Apache Airflow OpenTelemetry Assets
| Version | 0.1.0
|
| Subscription level What's this? |
Basic |
| Developed by What's this? |
Elastic |
| Minimum Kibana version(s) | 9.3.0 |
To use beta integrations, go to the Integrations page in Kibana, scroll down, and toggle on the Display beta integrations option.
Apache Airflow is a platform for programmatically authoring, scheduling, and monitoring workflows expressed as Directed Acyclic Graphs (DAGs). These assets provide prebuilt dashboards, alert rules, and SLO templates for Airflow metrics collected via the OpenTelemetry StatsD receiver, covering scheduler health, task execution, DAG processing, and capacity utilization.
The Apache Airflow OpenTelemetry assets have been tested with OpenTelemetry Collector Contrib StatsD receiver v0.146.x.
Apache Airflow tested against:
- Apache Airflow 2.6, 2.7, 2.8, 3.0
You need Elasticsearch for storing and searching your data and Kibana for visualizing and managing it. You can use our hosted Elasticsearch Service on Elastic Cloud, which is recommended, or self-manage the Elastic Stack on your own hardware.
Enable StatsD metrics in Airflow and point them at the OpenTelemetry Collector. In your airflow.cfg or via environment variables:
[metrics]
statsd_on = True
statsd_host = <COLLECTOR_HOST>
statsd_port = 8125
statsd_prefix = airflow
Set statsd_host to the hostname or IP of the machine running the collector where the StatsD receiver listens (default port 8125). For tagged metrics (recommended for dashboards and alerts), enable Datadog or InfluxDB-style tags in Airflow:
[metrics]
statsd_datadog_enabled = True
# or
statsd_influxdb_enabled = True
Install the StatsD extra if needed: pip install 'apache-airflow[statsd]'.

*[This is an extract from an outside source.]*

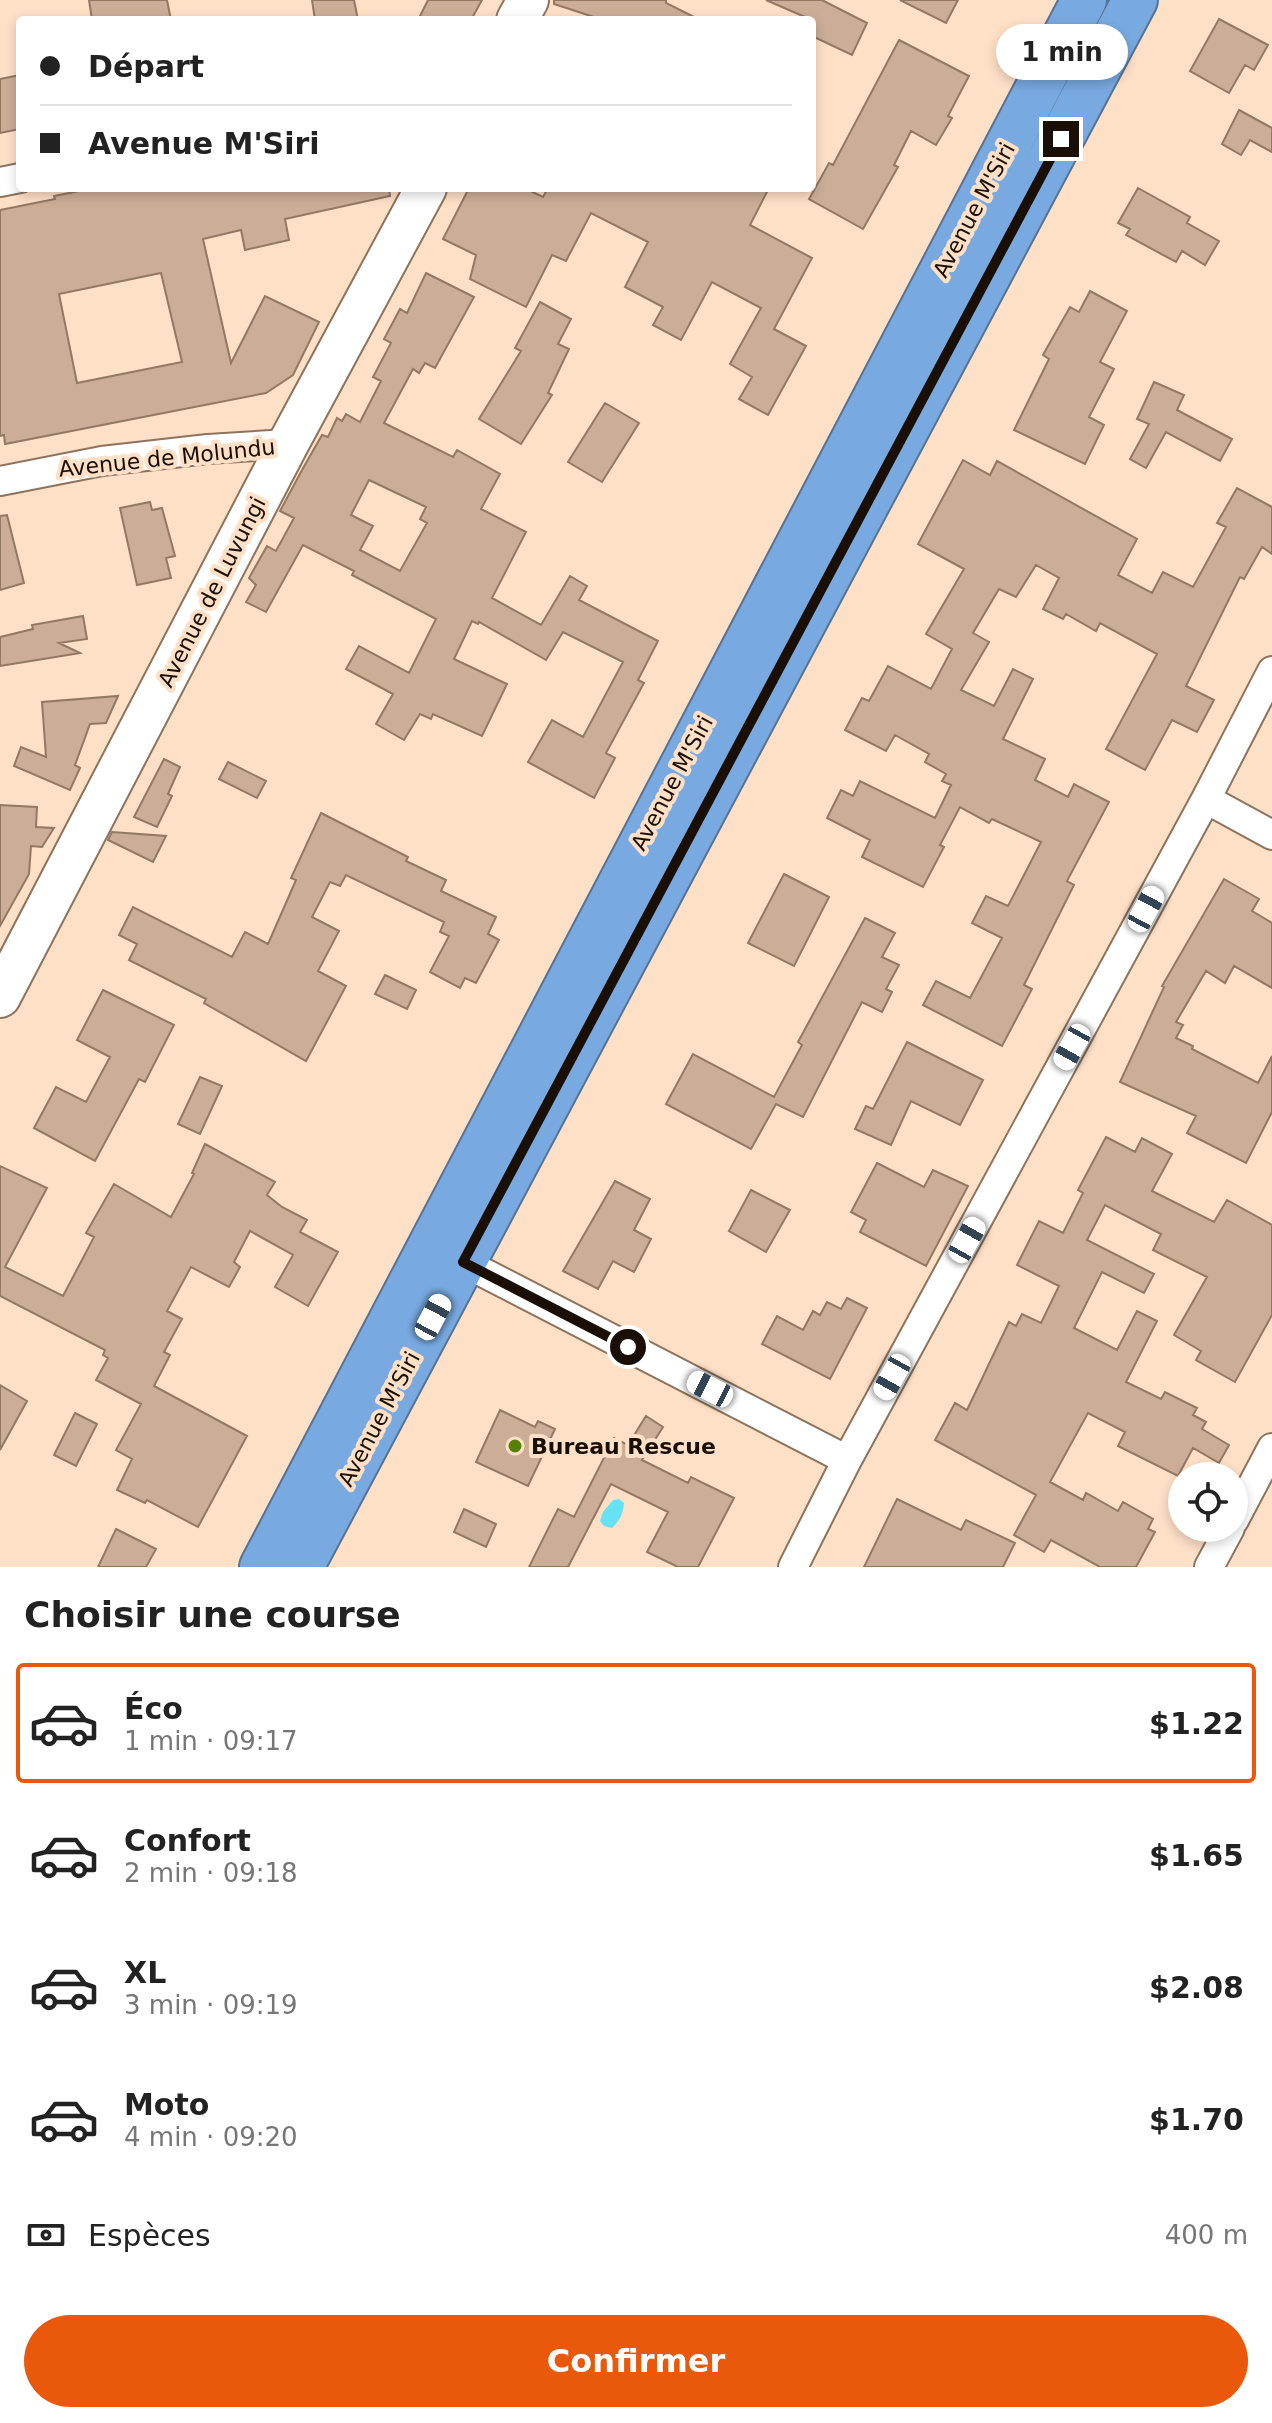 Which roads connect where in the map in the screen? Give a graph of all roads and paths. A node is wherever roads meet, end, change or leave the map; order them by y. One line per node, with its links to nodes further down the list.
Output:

Configure the OpenTelemetry Collector or Elastic Distribution of OpenTelemetry Collector (EDOT) to receive StatsD metrics from Airflow and export them to Elasticsearch. The example below shows a minimal pipeline.
Placeholder table:
| Placeholder | Description | Example |
|---|---|---|
<ES_ENDPOINT> |
Elasticsearch URL | https://my-deployment.es.us-central1.gcp.cloud.es.io:443 |
${env:ELASTICSEARCH_API_KEY} |
Elasticsearch API key for authentication (from environment) | Set ELASTICSEARCH_API_KEY in your environment |
receivers:
statsd:
endpoint: 0.0.0.0:8125
transport: udp
processors:
resource/dataset:
attributes:
- key: data_stream.dataset
value: airflow
action: upsert
batch:
timeout: 10s
send_batch_size: 1024
exporters:
elasticsearch/otel:
endpoints: [<ES_ENDPOINT>]
api_key: ${env:ELASTICSEARCH_API_KEY}
mapping:
mode: otel
metrics_dynamic_index:
enabled: true
service:
pipelines:
metrics:
receivers: [statsd]
processors: [resource/dataset, batch]
exporters: [elasticsearch/otel]
Refer to the metadata.yaml of the OpenTelemetry StatsD receiver for details on how StatsD metrics are mapped to OpenTelemetry. Airflow-specific metric names, types, and attributes are documented in the Apache Airflow Metrics documentation.
| Dashboard | Description |
|---|---|
| [Airflow OTel] Overview | Scheduler health, task outcomes, executor capacity, and DAG processing at a glance. |
| [Airflow OTel] Tasks & Errors | Task throughput, failure rate, operator breakdown, and duration metrics. |
| [Airflow OTel] Scheduler & Capacity | Scheduler loop duration, critical section contention, executor and pool utilization. |
| [Airflow OTel] DAG Processing | DAG file import errors, parse times, queue size, and processor timeouts. |
| Alert | Trigger | Severity |
|---|---|---|
| [Airflow OTel] Scheduler heartbeats critically low | No scheduler heartbeats received in the evaluation window. | Critical |
| [Airflow OTel] Executor open slots exhausted | Executor open slots are zero on at least one host. | Critical |
| [Airflow OTel] Scheduler job heartbeat failures | SchedulerJob heartbeat failure count is non-zero. | High |
| [Airflow OTel] Task failures above threshold | One or more task instance failures observed. | High |
| [Airflow OTel] Tasks killed externally | Tasks killed by external processes (OOM, eviction). | High |
| [Airflow OTel] DAG import errors present | DAG import errors are non-zero. | High |
| [Airflow OTel] DAG processor timeouts | DAG processor timeouts detected. | High |
| [Airflow OTel] DAG run schedule delay high | DAG run schedule delay exceeds 5 minutes. | Medium |
| [Airflow OTel] Scheduler loop duration excessive | Scheduler loop duration exceeds 60 seconds. | Medium |
| [Airflow OTel] Tasks starving due to pool limits | Starving tasks (blocked by pool limits) exceed threshold. | Medium |
| [Airflow OTel] DAG file processing queue large | DAG file processing queue size exceeds 50. | Medium |
SLO templates require Elastic Stack version 9.4.0 or later.
| SLO | Target | Window | Description |
|---|---|---|---|
| [Airflow OTel] Task success rate 99.5% rolling 30 days | 99.5% | 30-day rolling | Proportion of task instances that complete successfully vs failures. |
| [Airflow OTel] DAG import errors zero 99.5% rolling 30 days | 99.5% | 30-day rolling | DAG files parse without import errors. |
| [Airflow OTel] Scheduler loop duration 99.5% rolling 30 days | 99.5% | 30-day rolling | Scheduler loop completes within acceptable duration. |
This integration includes one or more Kibana dashboards that visualizes the data collected by the integration. The screenshots below illustrate how the ingested data is displayed.
Changelog
| Version | Details | Minimum Kibana version |
|---|---|---|
| 0.1.0 | Enhancement (View pull request) initial release |
9.3.0 |